Scacco matto al gioco d’azzardo | Le slot hanno le ore contate

    addio gioco d'azzardo

    La ludopatia, in Italia, è ancora un problema estremamente grave e diffuso tra la popolazione. Sono ancora troppe le persone che dilapidano interi patrimoni nel gioco d’azzardo. In generale, la maggior fonte di problemi sono le slot-machine presenti ovunque, sia in apposite sale che in bar abilitati.

    Gli interventi per arginarlo

    Il decreto-legge n. 87 del 2018 (il c.d. Decreto dignità), nel suo testo originario, conteneva al suo interno alcune disposizioni riguardanti il divieto di pubblicità di giochi e scommesse; nel corso dell’iter parlamentare di conversione sono stati approvati alcuni emendamenti che disciplinano altre misure di contrasto del disturbo da gioco d’azzardo (DGA).

    In particolare, si vietava qualunque forma di pubblicità al gioco, comprese lotterie nazionali. Si rinviava poi ad ulteriori disposizioni di legge per misure più severe per contrastare la ludopatia. Ad oggi, purtroppo, sono state solo alcune regioni a prendere provvedimenti seri.

    Misure severe

    Sembrerebbe che il Presidente del Consiglio Regionale della Calabria, Filippo Mancuso sia fortemente contrario a questo ritardo nell’intervento e abbia già anticipato misure drastiche.

    Il politico leghista ha dichiarato, nel corso di un’intervista alla sede RAI di Cosenza:“Bisogna chiarire come stanno le cose: l’entrata in vigore delle norme della legge del 2018 è stata finora rinviata, pertanto si è deciso di dire basta alle proroghe. Restando disponibili a ogni proposta di miglioramento e mettendo al primo posto gli interessi generali”.

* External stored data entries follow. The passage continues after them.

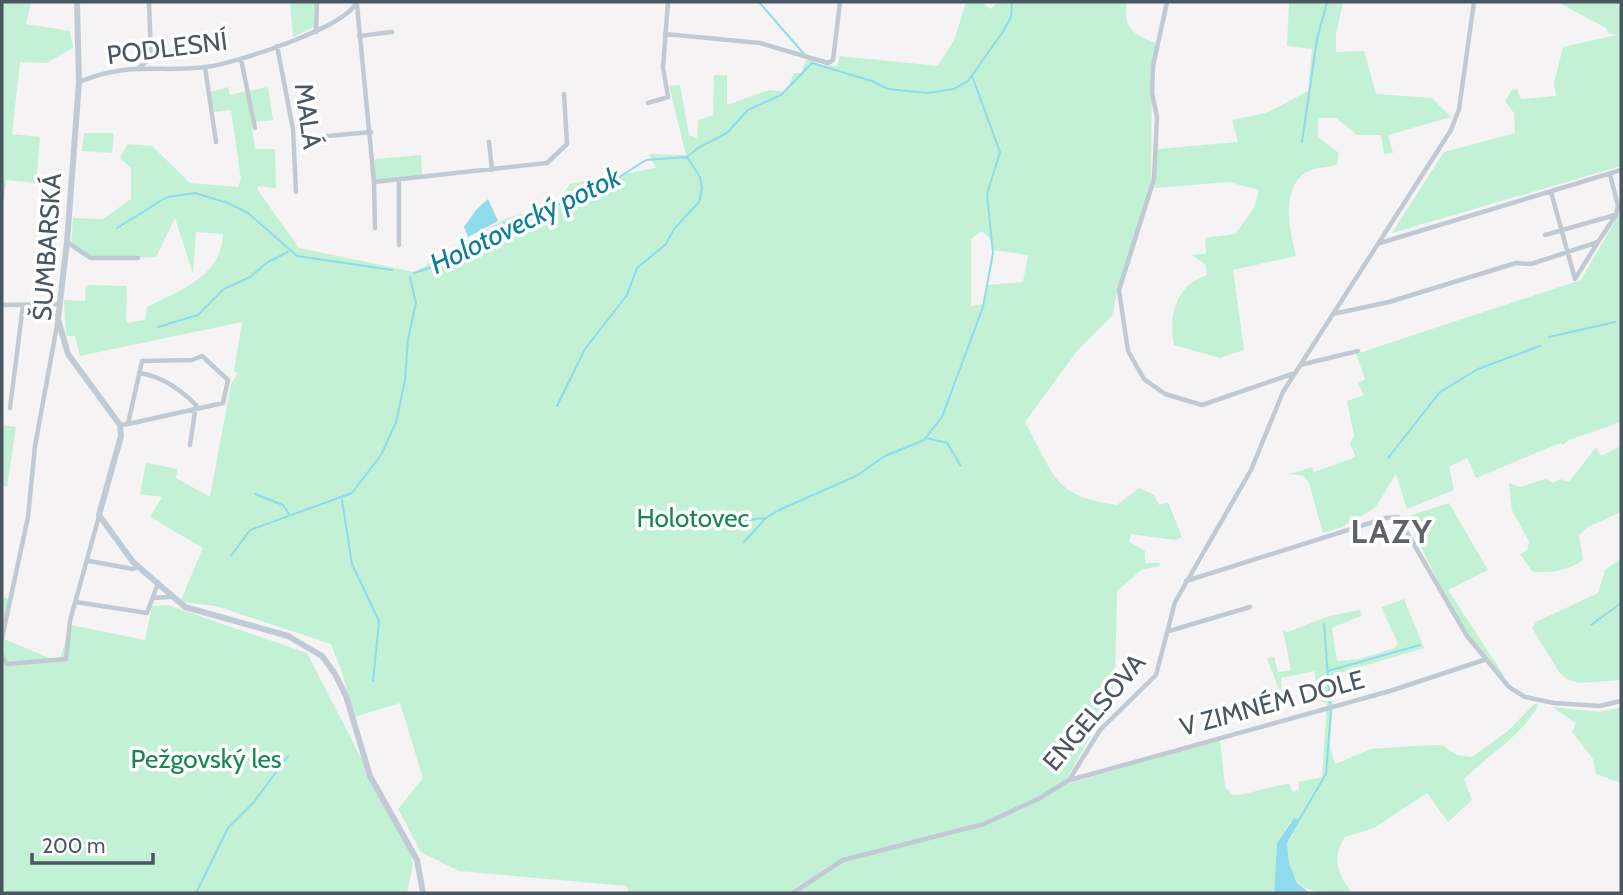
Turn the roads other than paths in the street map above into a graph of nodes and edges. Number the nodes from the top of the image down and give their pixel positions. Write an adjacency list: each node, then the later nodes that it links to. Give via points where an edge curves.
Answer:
1 (77, 2): 19 (street, ŠUMBARSKÁ)
2 (149, 2): 14 (street)
3 (317, 2): 9 (street)
4 (668, 2): 11 (street)
5 (840, 2): 11 (street, via 833,60 828,63 760,43)
6 (1167, 2): 56 (street, via 1153,66 1157,117 1154,179 1119,290 1128,351 1154,387 1202,405)
7 (1474, 2): 44 (street, via 1459,109 1451,130)
8 (357, 3): 9 (street, PODLESNÍ); 12 (street)
9 (316, 32): 13 (street, PODLESNÍ)
10 (392, 32): 12 (street)
11 (665, 34): 23 (street, via 663,67 668,97)
12 (359, 36): 25 (street)
13 (277, 46): 15 (street, PODLESNÍ); 35 (street, MALÁ, via 293,129)
14 (150, 57): 16 (street); 17 (street)
15 (241, 59): 18 (street, PODLESNÍ); 24 (street, MALÁ)
16 (140, 67): 17 (street, PODLESNÍ); 20 (street, PODLESNÍ)
17 (155, 67): 18 (street, PODLESNÍ)
18 (205, 67): 27 (street)
19 (79, 69): 20 (street, PODLESNÍ); 21 (street, ŠUMBARSKÁ)
20 (92, 77): 21 (street, PODLESNÍ)
21 (79, 82): 42 (street, ŠUMBARSKÁ)
22 (564, 94): 29 (street, via 568,137 560,153 541,165)
23 (648, 103)
24 (255, 128)
25 (371, 132): 26 (street); 34 (street)
26 (317, 137)
27 (216, 142)
28 (489, 142): 29 (street)
29 (492, 170): 32 (street)
30 (1621, 170): 31 (street)
31 (1610, 174): 36 (street); 38 (street)
32 (399, 181): 34 (street); 45 (street)
33 (2, 182): 37 (street)
34 (374, 182): 39 (street)
35 (296, 192)
36 (1550, 192): 40 (street); 44 (street)
37 (2, 198)
38 (1616, 215): 40 (street); 43 (street)
39 (375, 228)
40 (1562, 230): 41 (street); 46 (street)
41 (1545, 235)
42 (68, 242): 47 (street, via 91,258); 48 (street, ŠUMBARSKÁ)
43 (1598, 242): 46 (street); 46 (street, via 1575,279)
44 (1379, 243): 51 (street)
45 (398, 245)
46 (1567, 250): 51 (street, via 1531,264 1516,262 1389,302)
47 (138, 258)
48 (60, 304): 50 (street); 52 (street, ŠUMBARSKÁ)
49 (2, 305): 50 (street)
50 (23, 305): 57 (street)
51 (1332, 314): 54 (street)
52 (58, 319): 60 (street, ŠUMBARSKÁ, via 68,354); 72 (street, via 35,446 28,517)
53 (1359, 351): 54 (street)
54 (1299, 365): 56 (street)
55 (139, 373): 58 (street, via 154,375 183,392); 58 (street, via 142,360 202,356 228,380 223,403); 59 (street)
56 (1292, 374): 65 (street, via 1251,470)
57 (10, 408)
58 (195, 409): 59 (street); 61 (street)
59 (128, 424): 60 (street)
60 (120, 425): 62 (street)
61 (190, 446)
62 (99, 515): 63 (street); 64 (street)
63 (89, 561): 64 (street); 69 (street)
64 (138, 567): 66 (street)
65 (1185, 582): 71 (street, ENGELSOVA); 74 (street, via 1398,517)
66 (158, 586): 67 (street); 68 (street)
67 (171, 597): 68 (street); 77 (street, via 185,607 305,643 322,656 335,674 370,776 417,860)
68 (153, 598): 69 (street, via 147,613)
69 (76, 602): 73 (street, via 66,659 7,664)
70 (1250, 607): 71 (street)
71 (1168, 631): 76 (street, ENGELSOVA, via 1156,675 1100,730)
72 (2, 638)
73 (2, 656)
74 (1484, 660): 75 (street, via 1525,697 1600,706); 76 (street, V ZIMNÉM DOLE, via 1283,722)
75 (1621, 701)
76 (1069, 780): 78 (street, ENGELSOVA, via 984,824 832,865)
77 (423, 893)
78 (793, 893)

    Le misure potrebbero essere drastiche. Infatti, continua Mancuso: “Stiamo valutando in queste ore se sia il caso o meno di lasciare ai sindaci l’individuazione degli orari di apertura e chiusura delle sale. Regolamentare, è chiaro, salvaguardano la salute dei cittadini rispetto a ogni dipendenza e introducendo i necessari limiti, in linea con la normativa delle altre Regioni”.

    I sindaci potranno, quindi, intervenire direttamente sulle attività chiudendo le sale gioco a loro discrezione. Questo potere è giustificato e trova fondamento nella facoltà in capo ai primi cittadini di agire direttamente per tutelare l’ordine urbano e la sicurezza dei cittadini.

    Una sfida per tutta la comunità

    Il Presidente ha poi continuato rimarcando l’impegno costante per il contrasto della ludopatia: In Consiglio regionale non c’è’ una proposta per favorire la dipendenza. Né alcun interesse ad eliminare i vincoli minimali al gioco d’azzardo, modificando il testo legislativo n. 107. Nessuna tesi precostituita. Come sempre, il Consiglio è pronto a discutere e a decidere, attraverso un confronto nel merito, nel rispetto del pluralismo delle opinioni e tenendo senz’altro conto delle legittime preoccupazioni della Conferenza Episcopale Calabra, da più associazioni e dalle comunità terapeutiche. Non si vuole fare alcun regalo a chi specula sulla pelle di giovani e famiglie, tutt’altro. Il contrasto a scommesse e slot e alla ludopatia è una sfida per tutta la comunità. La salute, la libertà delle persone e la lotta alle dipendenze non hanno colore politico e non possono essere merce di scambio”.